* **Records from a collection**:
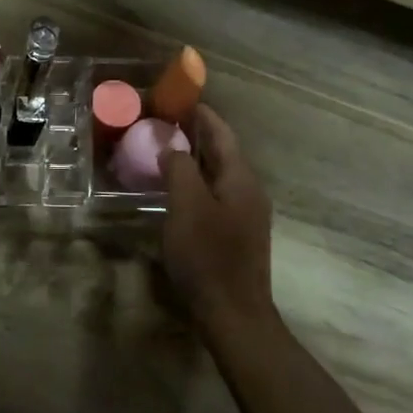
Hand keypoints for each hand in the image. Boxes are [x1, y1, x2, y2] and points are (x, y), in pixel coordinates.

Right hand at [158, 105, 273, 322]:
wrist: (233, 312)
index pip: (222, 134)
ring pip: (219, 175)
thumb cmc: (208, 256)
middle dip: (196, 135)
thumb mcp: (186, 206)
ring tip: (165, 153)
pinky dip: (196, 184)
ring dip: (195, 160)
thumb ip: (179, 169)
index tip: (178, 100)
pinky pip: (215, 196)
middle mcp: (248, 191)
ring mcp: (246, 215)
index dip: (202, 115)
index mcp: (240, 179)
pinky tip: (177, 192)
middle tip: (164, 124)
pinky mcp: (237, 234)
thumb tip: (171, 146)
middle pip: (223, 153)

* **Activity**: Go through the entries and report every line with the string "hand".

* **Response to the exercise**:
Hand keypoints for each hand in the image. Boxes are [x1, y1, x2, y2] and points are (x, y), in pixel coordinates.
Right hand at [158, 105, 273, 322]:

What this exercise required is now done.